Google

How Google Has Completely Botched Zagat


Google bought Zagat, the guide to restaurants around the country, in 2011

Photograph by Tony Cenicola/The New York Times via Redux

Google bought Zagat, the guide to restaurants around the country, in 2011

Since being acquired by Google (GOOG) in 2011 for $125 million, Zagat has been in turnaround. That changed Monday when Google reintroduced Zagat to the world as a free site and mobile app for Android and iOS. But today the world needs another restaurant app like it needs another 11-course tasting menu. I currently have six dining-related apps on my phone—already more than I need. Do I really need another?

It’s a tough sell to begin with, and the Zagat app lost me at the welcome screen. It opens with tiles of dining stories like “Post Exhibition Eats: Great Restaurants Near the Met” and “Behind the Top-Rated Sushi at Austin’s Uchi.

There are two problems with this. First, why am I seeing news about an Austin (Tex.) restaurant? Maybe it’s a bug? But maybe it isn’t: Other stories seem just as out of place. “Rosé for Every Mood: What to Bring to Any Summer Occasion” is odd in an app about restaurants, no? This all falls under the “New York City” tab; it’s not like I’m in some generic “national” category or anything.

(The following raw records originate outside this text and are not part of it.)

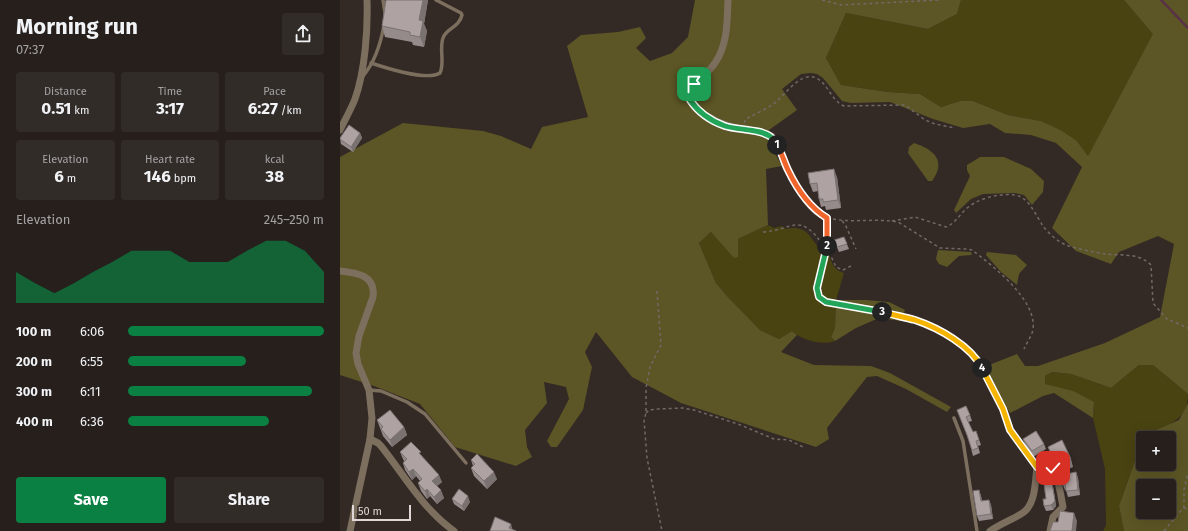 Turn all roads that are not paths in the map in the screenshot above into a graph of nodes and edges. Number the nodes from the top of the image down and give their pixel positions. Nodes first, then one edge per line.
1 (367, 0) edge
2 (383, 0) edge
3 (436, 0) edge
4 (728, 0) edge
5 (385, 16) edge
6 (384, 22) edge
7 (372, 63) junction
8 (360, 80) junction
9 (340, 130) edge
10 (827, 218) road end
11 (340, 272) edge
12 (369, 390) junction
13 (954, 418) dead end
14 (1010, 430) road end
15 (370, 439) junction
16 (466, 463) dead end
17 (1037, 467) junction
18 (350, 531) edge
19 (454, 531) edge
20 (977, 531) edge
21 (990, 531) edge
22 (1050, 531) edge

1 - 8 street
2 - 5 lane
3 - 7 lane
4 - 10 street
6 - 7 lane
7 - 8 lane
8 - 9 street
11 - 12 street
12 - 15 street
12 - 16 lane
13 - 20 lane
14 - 17 lane
15 - 18 street
15 - 19 street
17 - 21 street
17 - 22 street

But the second, and bigger, problem is this: When I used to go to my old Zagat app, it was very clear I was there to find a place to eat. This new start page on Zagat presumes that I want to read some stories and listicles about restaurants instead. If this were the case on Zagat’s website, I could be more forgiving; it’s not uncommon today to see content on a site that’s about a search or some other transaction—just look at LinkedIn (LNKD).

But this is a mobile app, for the love of Mike. Isn’t it patently obvious that, if I’m firing up a mobile app about restaurants, I am probably looking for one? Even clicking on the little menu button in the upper left doesn’t get you to any sort of sortable search feature like the old Zagat app. I tapped on “Lists,” thinking I’d find those “Best Italian/Best Steakhouse/etc.” lists that I used to consult from time to time in the back of an old Zagat book. Nope. Instead, I get “Best Sushi Restaurants in 8 U.S. Cities.” I’ll remember that the next time I’m planning an eight-city sushi tour.

There are other categories in the menu tab, such as “Videos,” which serves up offerings like “Ace of Cake’s Duff Goldman Talks Cronuts, Chocolate Gold and Breastmilk Lollipops.” You could also just pump your stomach for the same effect. Is the Zagat app some elaborate weight-loss scheme to make us not eat?

This would be merely funny if the rest of the restaurant-review app scene wasn’t so robust. I regularly use OpenTable (OPEN) to not only reserve tables, but also jog my memory on where to eat. If I’m going out in New York, I may check out Immaculate Infatuation’s app, which has clever-but-useful “perfect for” filters like “Laughing at Euros in Crazy Outfits” and “Day Drinking.” Locally or when I’m traveling, I’m a huge fan of Eater’s new iOS and Android apps, which feature the site’s “38 Best Restaurants” and “Heatmaps” franchises in dozens of cities.

And I haven’t even gotten to Yelp (YELP) or TripAdvisor, which in their native state are almost too big, but both let me integrate my Facebook (FB) friends in the mix, so I can see where people I know have eaten and reviewed. That also brings up Foursquare, which I don’t use for social purposes at all (the idea of running into someone seems horrific to me), but I do like to know where my friends go, and I can do that with the app’s “explore” feature.

Or, after it’s all said and done, I may just fire up Google Maps and see what’s nearby. Which kind of obviates the need for Zagat, doesn’t it? Unless breast-milk lollipops are your thing—they’ve got that story on LOCK.